While the government ground ponderously through its motions, Juan Yoshü and Laurinda Brozik were as trapped on Wunderland as their friends. Released, they could not get early passage to We Made It; as yet, few ships plied that route. When a sudden opportunity came by, they grabbed. The others took no offense. Laurinda’s parents were eager to get her home and legally married. Her father had already promised his prospective son-in-law an excellent job, no sinecure but still one that would allow him to pursue his literary interests on the side. You don’t dawdle over such things. However, the situation gave scant notice or time for a sendoff. Preoccupied as they were with the Nordbo business, skipper and mate could merely offer their best wishes. Kamehameha Ryan and Carita Fenger made what arrangements they were able, and the foursome took off for the pair of days available before departure.

Though Gelbstein Park is popular in summer, visitors to that high country are few when winter has fallen over the southern hemisphere of Wunderland. These got romantic near-solitude. A walk amidst the scenery preceded dinner back at the lodge, drinks before the fireplace, and a long goodnight.

“Brrr-hooee!” Ryan hugged himself. Breath smoked from his round brown countenance. “I’m glad I’m not a brass monkey.”

Carita took his arm. The Jinxian’s own skin seemed coal-black against the snowscape, in which Laurinda’s albino complexion showed ghostly. “Keep reminding yourself that not all your ancestors were kanakas,” she suggested.

“Or that it gets pretty cold on top of Mauna Kea too, yeah.” The quartermaster snuggled his chin under the collar of his jacket.

“You could’ve insisted we go to Eden or the Roseninsel or wherever tropical.”

“Naw, I’m okay. Juan opted for here, and this’s his last chance.”

Yoshü seemed indeed lost in his surroundings. Was a poem brewing? Overhead the sky stood huge, cloudless, as deeply blue as the shadows cast by sun A across the snows. Paler were those from B, an elfin tracery mingled with the frost-glitter. A kilometer ahead, the trail ended at a hot springs area. The greens and russets of pools were twice vivid in the whiteness elsewhere; the steam that rose from them was utter purity. Beyond, the Lucknerberg gleamed in its might. The sounds of seething carried this far through the silence, but muffled, as if it were the underground working of the planet that one heard.
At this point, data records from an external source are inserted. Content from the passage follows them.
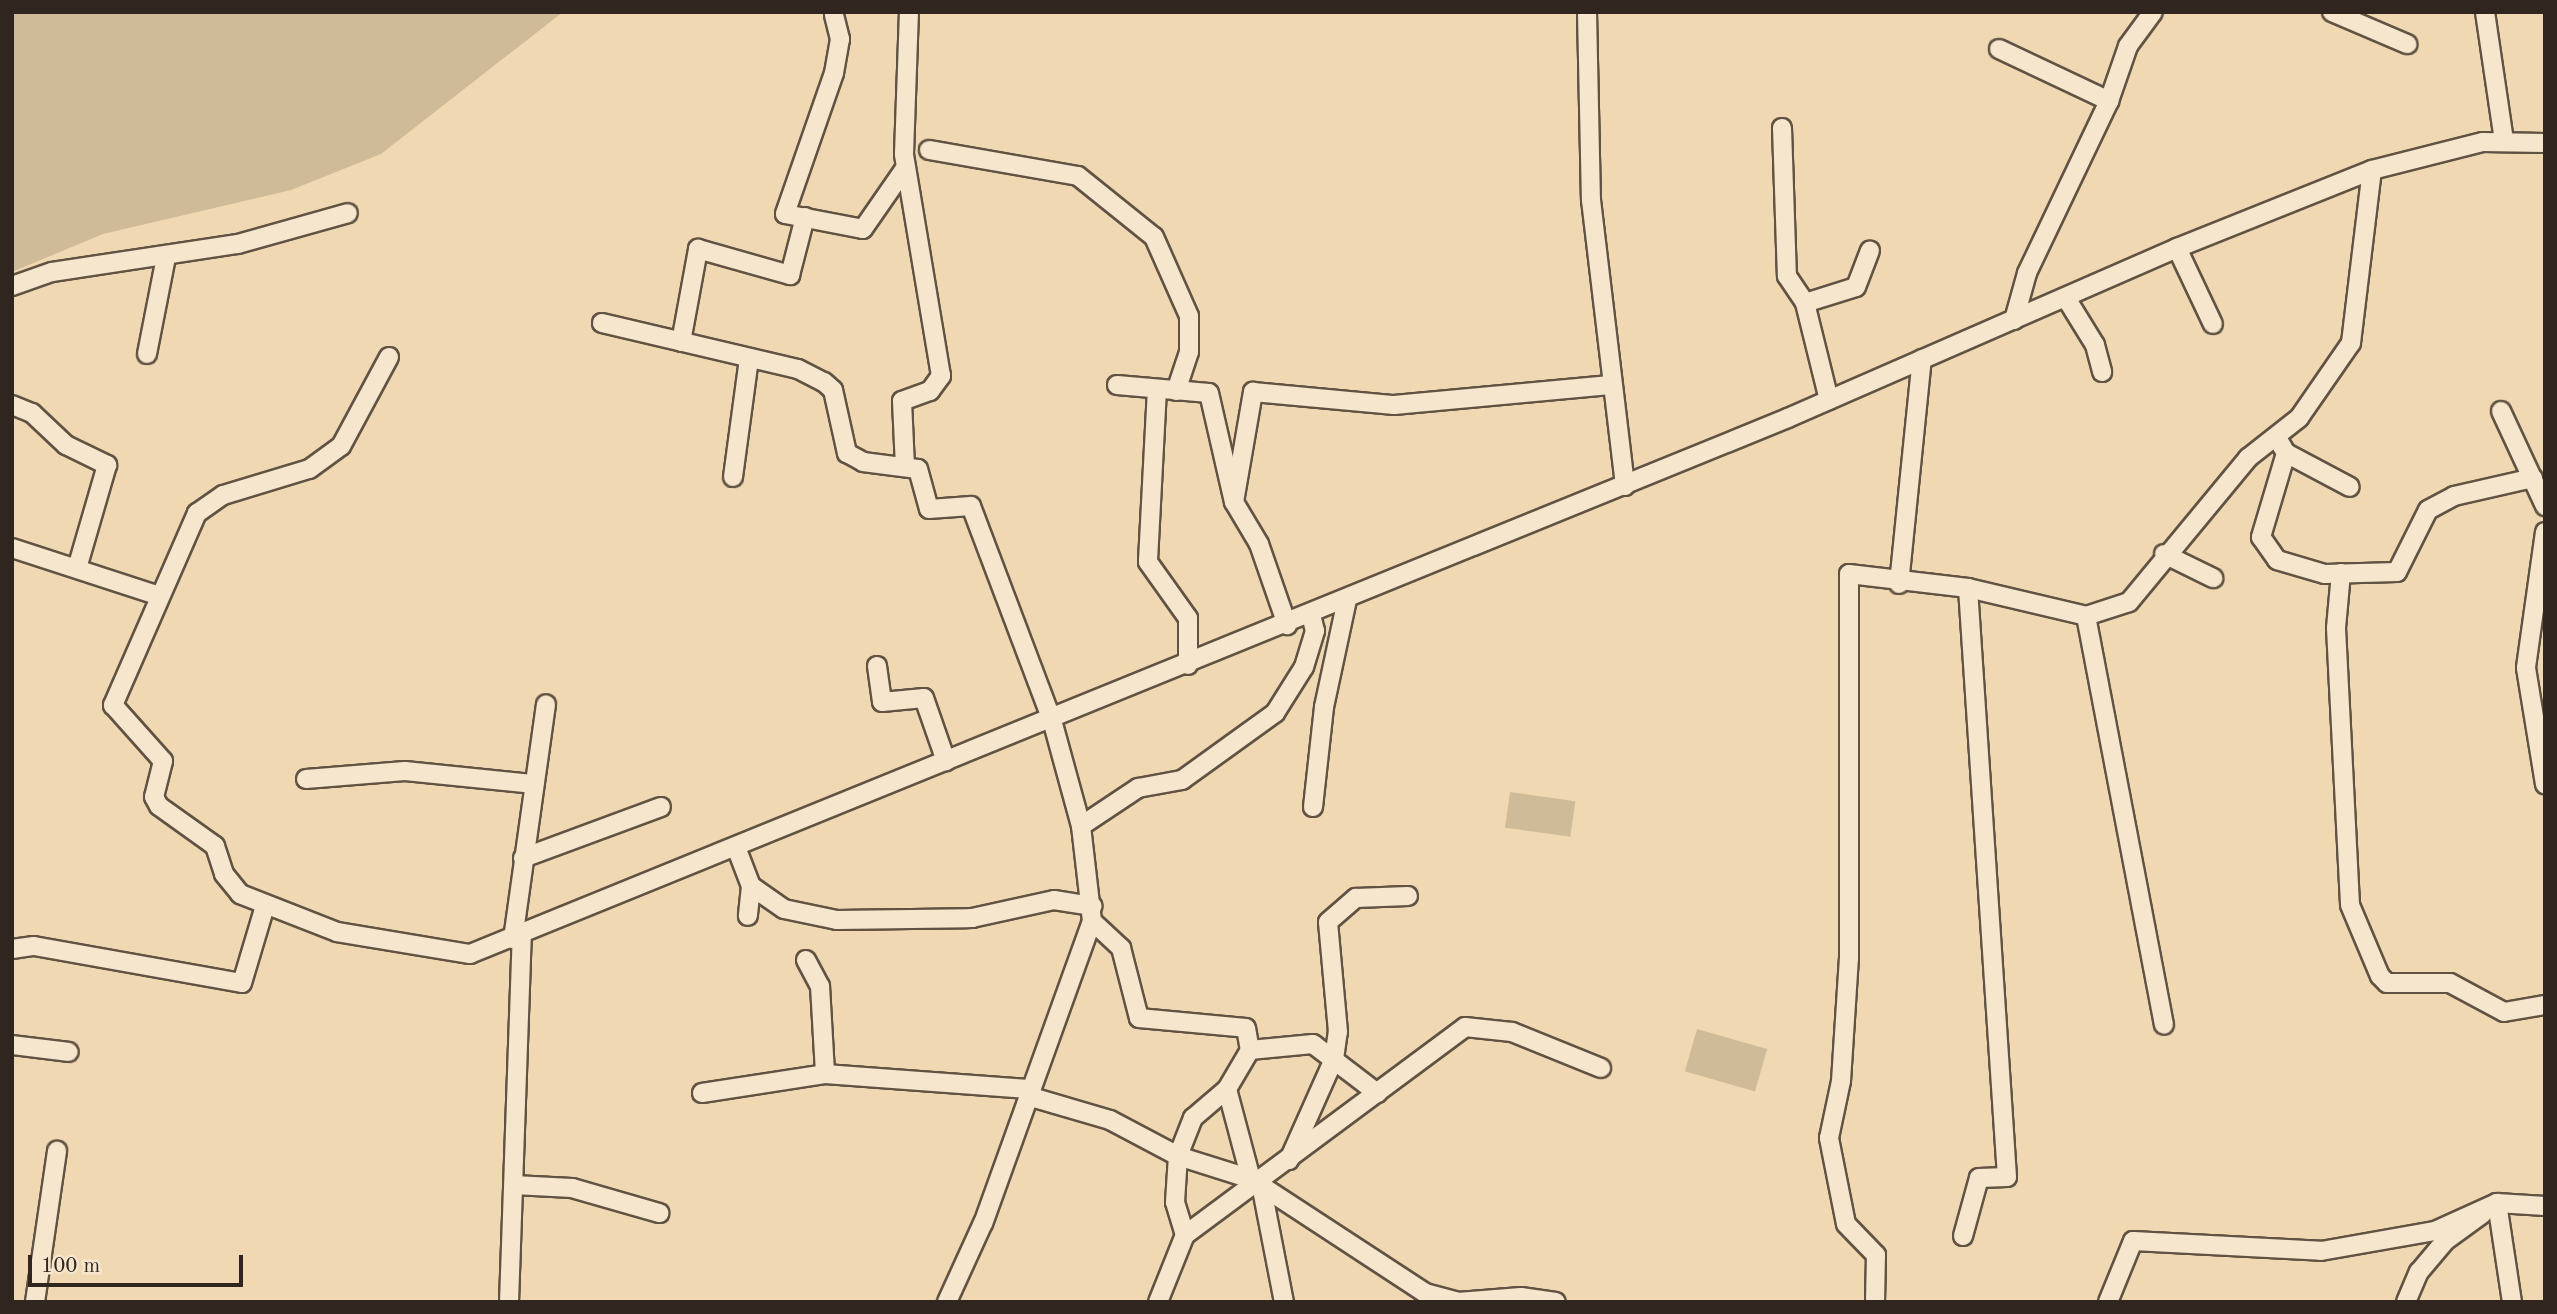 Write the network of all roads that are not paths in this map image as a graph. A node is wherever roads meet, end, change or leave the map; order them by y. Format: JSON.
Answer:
{"nodes":[{"id":1,"x":1587,"y":12,"type":"edge"},
{"id":2,"x":2153,"y":12,"type":"edge"},
{"id":3,"x":2332,"y":12,"type":"edge"},
{"id":4,"x":2485,"y":12,"type":"edge"},
{"id":5,"x":909,"y":14,"type":"dead end"},
{"id":6,"x":834,"y":15,"type":"dead end"},
{"id":7,"x":2407,"y":44,"type":"dead end"},
{"id":8,"x":1999,"y":50,"type":"dead end"},
{"id":9,"x":2109,"y":101,"type":"junction"},
{"id":10,"x":1783,"y":128,"type":"dead end"},
{"id":11,"x":2504,"y":141,"type":"junction"},
{"id":12,"x":2545,"y":143,"type":"edge"},
{"id":13,"x":929,"y":150,"type":"dead end"},
{"id":14,"x":906,"y":167,"type":"junction"},
{"id":15,"x":2372,"y":170,"type":"junction"},
{"id":16,"x":348,"y":213,"type":"dead end"},
{"id":17,"x":805,"y":217,"type":"junction"},
{"id":18,"x":2177,"y":248,"type":"junction"},
{"id":19,"x":1870,"y":251,"type":"dead end"},
{"id":20,"x":166,"y":257,"type":"junction"},
{"id":21,"x":12,"y":286,"type":"edge"},
{"id":22,"x":2066,"y":298,"type":"junction"},
{"id":23,"x":1804,"y":303,"type":"junction"},
{"id":24,"x":2014,"y":320,"type":"junction"},
{"id":25,"x":602,"y":323,"type":"dead end"},
{"id":26,"x":2213,"y":324,"type":"dead end"},
{"id":27,"x":681,"y":342,"type":"junction"},
{"id":28,"x":147,"y":354,"type":"dead end"},
{"id":29,"x":389,"y":357,"type":"dead end"},
{"id":30,"x":749,"y":358,"type":"junction"},
{"id":31,"x":1922,"y":359,"type":"junction"},
{"id":32,"x":2102,"y":372,"type":"dead end"},
{"id":33,"x":1116,"y":385,"type":"dead end"},
{"id":34,"x":1610,"y":385,"type":"junction"},
{"id":35,"x":1157,"y":389,"type":"junction"},
{"id":36,"x":1176,"y":391,"type":"junction"},
{"id":37,"x":1829,"y":400,"type":"junction"},
{"id":38,"x":12,"y":405,"type":"edge"},
{"id":39,"x":2501,"y":411,"type":"dead end"},
{"id":40,"x":2281,"y":445,"type":"junction"},
{"id":41,"x":905,"y":467,"type":"junction"},
{"id":42,"x":733,"y":477,"type":"dead end"},
{"id":43,"x":2533,"y":478,"type":"junction"},
{"id":44,"x":1625,"y":486,"type":"junction"},
{"id":45,"x":2350,"y":487,"type":"dead end"},
{"id":46,"x":1234,"y":502,"type":"junction"},
{"id":47,"x":2545,"y":506,"type":"edge"},
{"id":48,"x":2545,"y":533,"type":"edge"},
{"id":49,"x":12,"y":548,"type":"edge"},
{"id":50,"x":2164,"y":554,"type":"junction"},
{"id":51,"x":77,"y":568,"type":"junction"},
{"id":52,"x":2341,"y":573,"type":"junction"},
{"id":53,"x":2213,"y":578,"type":"dead end"},
{"id":54,"x":1899,"y":584,"type":"junction"},
{"id":55,"x":1968,"y":587,"type":"junction"},
{"id":56,"x":157,"y":595,"type":"junction"},
{"id":57,"x":1347,"y":600,"type":"junction"},
{"id":58,"x":1311,"y":615,"type":"junction"},
{"id":59,"x":2086,"y":616,"type":"junction"},
{"id":60,"x":1287,"y":625,"type":"junction"},
{"id":61,"x":1188,"y":665,"type":"junction"},
{"id":62,"x":877,"y":666,"type":"dead end"},
{"id":63,"x":546,"y":704,"type":"dead end"},
{"id":64,"x":1052,"y":719,"type":"junction"},
{"id":65,"x":946,"y":761,"type":"junction"},
{"id":66,"x":306,"y":779,"type":"dead end"},
{"id":67,"x":2545,"y":783,"type":"edge"},
{"id":68,"x":534,"y":784,"type":"junction"},
{"id":69,"x":661,"y":807,"type":"dead end"},
{"id":70,"x":1313,"y":807,"type":"dead end"},
{"id":71,"x":1081,"y":826,"type":"junction"},
{"id":72,"x":736,"y":847,"type":"junction"},
{"id":73,"x":523,"y":858,"type":"junction"},
{"id":74,"x":751,"y":886,"type":"junction"},
{"id":75,"x":1408,"y":896,"type":"dead end"},
{"id":76,"x":265,"y":906,"type":"junction"},
{"id":77,"x":1092,"y":913,"type":"junction"},
{"id":78,"x":748,"y":916,"type":"dead end"},
{"id":79,"x":518,"y":937,"type":"junction"},
{"id":80,"x":12,"y":950,"type":"edge"},
{"id":81,"x":806,"y":960,"type":"dead end"},
{"id":82,"x":2545,"y":1006,"type":"edge"},
{"id":83,"x":2165,"y":1025,"type":"dead end"},
{"id":84,"x":12,"y":1045,"type":"edge"},
{"id":85,"x":1250,"y":1050,"type":"junction"},
{"id":86,"x":69,"y":1052,"type":"dead end"},
{"id":87,"x":1334,"y":1059,"type":"junction"},
{"id":88,"x":1601,"y":1068,"type":"dead end"},
{"id":89,"x":825,"y":1074,"type":"junction"},
{"id":90,"x":1227,"y":1089,"type":"junction"},
{"id":91,"x":1029,"y":1092,"type":"junction"},
{"id":92,"x":702,"y":1093,"type":"dead end"},
{"id":93,"x":1377,"y":1093,"type":"junction"},
{"id":94,"x":57,"y":1151,"type":"dead end"},
{"id":95,"x":1178,"y":1156,"type":"junction"},
{"id":96,"x":1288,"y":1163,"type":"junction"},
{"id":97,"x":1256,"y":1182,"type":"junction"},
{"id":98,"x":514,"y":1185,"type":"junction"},
{"id":99,"x":2497,"y":1203,"type":"junction"},
{"id":100,"x":2545,"y":1206,"type":"edge"},
{"id":101,"x":659,"y":1213,"type":"dead end"},
{"id":102,"x":1185,"y":1235,"type":"junction"},
{"id":103,"x":1963,"y":1236,"type":"dead end"},
{"id":104,"x":34,"y":1302,"type":"edge"},
{"id":105,"x":509,"y":1302,"type":"edge"},
{"id":106,"x":947,"y":1302,"type":"edge"},
{"id":107,"x":1158,"y":1302,"type":"edge"},
{"id":108,"x":1284,"y":1302,"type":"edge"},
{"id":109,"x":1556,"y":1302,"type":"edge"},
{"id":110,"x":1875,"y":1302,"type":"edge"},
{"id":111,"x":2108,"y":1302,"type":"edge"},
{"id":112,"x":2406,"y":1302,"type":"edge"},
{"id":113,"x":2512,"y":1302,"type":"edge"}],
"edges":[{"from":1,"to":34,"type":"street"},
{"from":2,"to":9,"type":"street"},
{"from":3,"to":7,"type":"street"},
{"from":4,"to":11,"type":"street"},
{"from":5,"to":14,"type":"street"},
{"from":6,"to":17,"type":"street"},
{"from":8,"to":9,"type":"street"},
{"from":9,"to":24,"type":"street"},
{"from":10,"to":23,"type":"street"},
{"from":11,"to":12,"type":"street"},
{"from":11,"to":15,"type":"street"},
{"from":13,"to":36,"type":"street"},
{"from":14,"to":17,"type":"street"},
{"from":14,"to":41,"type":"street"},
{"from":15,"to":18,"type":"street"},
{"from":15,"to":40,"type":"street"},
{"from":16,"to":20,"type":"street"},
{"from":17,"to":27,"type":"street"},
{"from":18,"to":22,"type":"street"},
{"from":18,"to":26,"type":"street"},
{"from":19,"to":23,"type":"street"},
{"from":20,"to":21,"type":"street"},
{"from":20,"to":28,"type":"street"},
{"from":22,"to":24,"type":"street"},
{"from":22,"to":32,"type":"street"},
{"from":23,"to":37,"type":"street"},
{"from":24,"to":31,"type":"street"},
{"from":25,"to":27,"type":"street"},
{"from":27,"to":30,"type":"street"},
{"from":29,"to":56,"type":"street"},
{"from":30,"to":41,"type":"street"},
{"from":30,"to":42,"type":"street"},
{"from":31,"to":37,"type":"street"},
{"from":31,"to":54,"type":"street"},
{"from":33,"to":35,"type":"street"},
{"from":34,"to":44,"type":"street"},
{"from":34,"to":46,"type":"street"},
{"from":35,"to":36,"type":"street"},
{"from":35,"to":61,"type":"street"},
{"from":36,"to":46,"type":"street"},
{"from":37,"to":44,"type":"street"},
{"from":38,"to":51,"type":"street"},
{"from":39,"to":43,"type":"street"},
{"from":40,"to":45,"type":"street"},
{"from":40,"to":50,"type":"street"},
{"from":40,"to":52,"type":"street"},
{"from":41,"to":64,"type":"street"},
{"from":43,"to":47,"type":"street"},
{"from":43,"to":52,"type":"street"},
{"from":44,"to":57,"type":"street"},
{"from":46,"to":60,"type":"street"},
{"from":48,"to":67,"type":"street"},
{"from":49,"to":51,"type":"street"},
{"from":50,"to":53,"type":"street"},
{"from":50,"to":59,"type":"street"},
{"from":51,"to":56,"type":"street"},
{"from":52,"to":82,"type":"street"},
{"from":54,"to":55,"type":"street"},
{"from":54,"to":110,"type":"street"},
{"from":55,"to":59,"type":"street"},
{"from":55,"to":103,"type":"street"},
{"from":56,"to":76,"type":"street"},
{"from":57,"to":58,"type":"street"},
{"from":57,"to":70,"type":"street"},
{"from":58,"to":60,"type":"street"},
{"from":58,"to":71,"type":"street"},
{"from":59,"to":83,"type":"street"},
{"from":60,"to":61,"type":"street"},
{"from":61,"to":64,"type":"street"},
{"from":62,"to":65,"type":"street"},
{"from":63,"to":68,"type":"street"},
{"from":64,"to":65,"type":"street"},
{"from":64,"to":71,"type":"street"},
{"from":65,"to":72,"type":"street"},
{"from":66,"to":68,"type":"street"},
{"from":68,"to":73,"type":"street"},
{"from":69,"to":73,"type":"street"},
{"from":71,"to":77,"type":"street"},
{"from":72,"to":74,"type":"street"},
{"from":72,"to":79,"type":"street"},
{"from":73,"to":79,"type":"street"},
{"from":74,"to":77,"type":"street"},
{"from":74,"to":78,"type":"street"},
{"from":75,"to":87,"type":"street"},
{"from":76,"to":79,"type":"street"},
{"from":76,"to":80,"type":"street"},
{"from":77,"to":85,"type":"street"},
{"from":77,"to":91,"type":"street"},
{"from":79,"to":98,"type":"street"},
{"from":81,"to":89,"type":"street"},
{"from":84,"to":86,"type":"street"},
{"from":85,"to":87,"type":"street"},
{"from":85,"to":90,"type":"street"},
{"from":87,"to":93,"type":"street"},
{"from":87,"to":96,"type":"street"},
{"from":88,"to":93,"type":"street"},
{"from":89,"to":91,"type":"street"},
{"from":89,"to":92,"type":"street"},
{"from":90,"to":95,"type":"street"},
{"from":90,"to":97,"type":"street"},
{"from":91,"to":95,"type":"street"},
{"from":91,"to":106,"type":"street"},
{"from":93,"to":96,"type":"street"},
{"from":94,"to":104,"type":"street"},
{"from":95,"to":97,"type":"street"},
{"from":95,"to":102,"type":"street"},
{"from":96,"to":97,"type":"street"},
{"from":97,"to":102,"type":"street"},
{"from":97,"to":108,"type":"street"},
{"from":97,"to":109,"type":"street"},
{"from":98,"to":101,"type":"street"},
{"from":98,"to":105,"type":"street"},
{"from":99,"to":100,"type":"street"},
{"from":99,"to":111,"type":"street"},
{"from":99,"to":112,"type":"street"},
{"from":99,"to":113,"type":"street"},
{"from":102,"to":107,"type":"street"}]}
“You are so land,” Laurlnda said. “We’ll miss you so much.”

Yoshü shivered, left his reverie, and caught his girl’s gloved hand. They were walking in front of their companions. He glanced back. “Yes, and we’ll worry about you,” he added. “Headed into the… the unknown ”

“You’ll have better things to do,” Ryan laughed.
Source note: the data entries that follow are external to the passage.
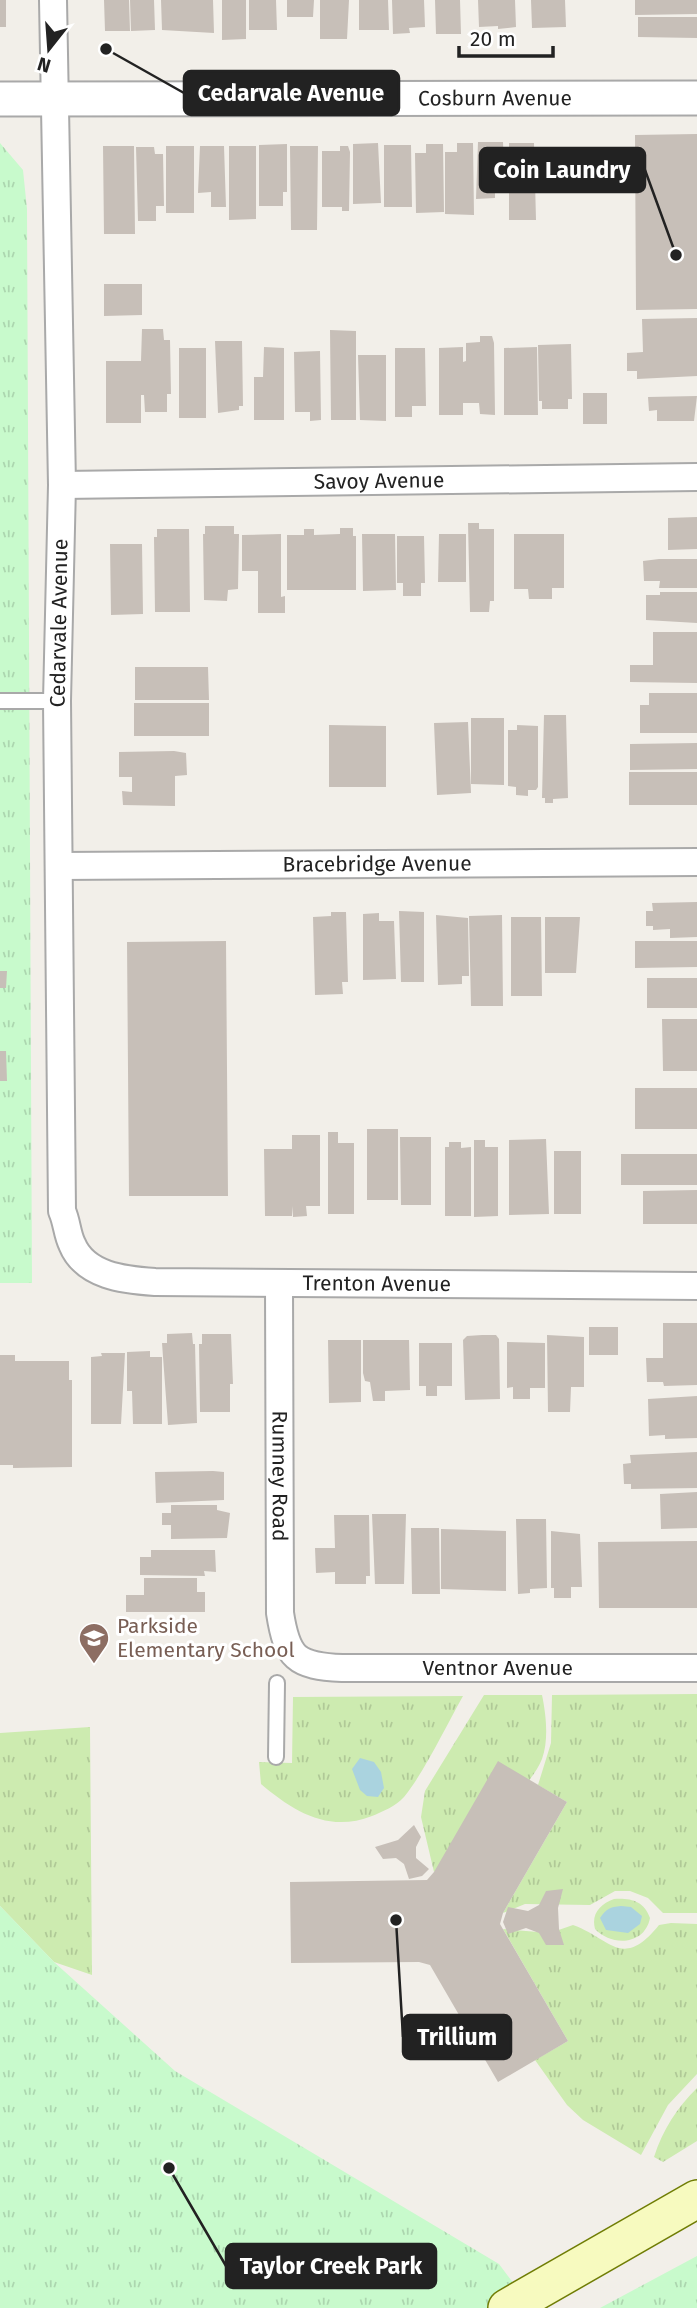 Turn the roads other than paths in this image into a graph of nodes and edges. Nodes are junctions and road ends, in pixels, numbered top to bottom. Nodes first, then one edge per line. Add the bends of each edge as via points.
1 (53, 0) edge
2 (697, 98) edge
3 (0, 99) edge
4 (54, 99) junction
5 (697, 477) edge
6 (62, 485) junction
7 (0, 701) edge
8 (57, 701) junction
9 (697, 862) edge
10 (59, 866) junction
11 (72, 1244) joint
12 (279, 1285) junction
13 (697, 1286) edge
14 (299, 1660) joint
15 (697, 1668) edge
16 (277, 1683) dead end
17 (276, 1757) dead end
18 (697, 2199) edge
19 (507, 2308) edge

1 - 4 street, Cedarvale Avenue
2 - 4 street, Cosburn Avenue
3 - 4 street, Cosburn Avenue
4 - 6 street, Cedarvale Avenue
5 - 6 street, Savoy Avenue
6 - 8 street, Cedarvale Avenue
7 - 8 lane
8 - 10 street, Cedarvale Avenue
9 - 10 street, Bracebridge Avenue
10 - 11 street, Cedarvale Avenue via 62,1212
11 - 12 street, Trenton Avenue via 81,1259 104,1274 131,1280
12 - 13 street, Trenton Avenue
12 - 14 street, Rumney Road via 280,1613 285,1643
14 - 15 street, Ventnor Avenue via 342,1668
16 - 17 lane
18 - 19 main road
“And we’ll be fine,” Carita put in.

“Shorthanded,” Yoshü said. They had not found a satisfactory replacement for him. “I can’t help feeling guilty, like a deserter.”

“Juan, boy,” Carita replied, “if you left this lass behind now, even for a month’s jaunt, I’d turn you over my knee and spank you till you took first prize at the next baboon show.” Quite possibly she meant it. Her short, massive frame certainly had the capability.

“I might have gone too ” Laurinda’s words trailed off. No, she would not have done that to her parents. “If we could only stay in touch!”

Ryan shrugged. “Someday they’ll miniaturize hyper-wave equipment to the point where it’ll fit in a spaceship.”

“Why haven’t they already?” she protested. “Or why didn’t it come with the hyperdrive?”

“We can’t expect to understand or assimilate a non-human technology overnight,” Yoshü told her in his soft fashion. “As was, it took skull sweat to adapt what the Outsiders sold your world to our uses. I’m surprised that you, of all people, should ask such a question.”

“A woman needs to spring an occasional surprise,” Carita said.

Laurinda gulped. “But not a stupid remark. I’m sorry. My thinking had gone askew. I am afraid for you two and the Saxtorphs.”

“Nonsense,” Ryan said. “It’ll be aheahe, a breeze, a well-paid junket.” Into reaches that had swallowed a kzinti warcraft. “You don’t get ol‘ Bob haring right off on impulse. If we should meet difficulties we can’t skip straight away from, we’re equipped like an octopus to handle ’em.”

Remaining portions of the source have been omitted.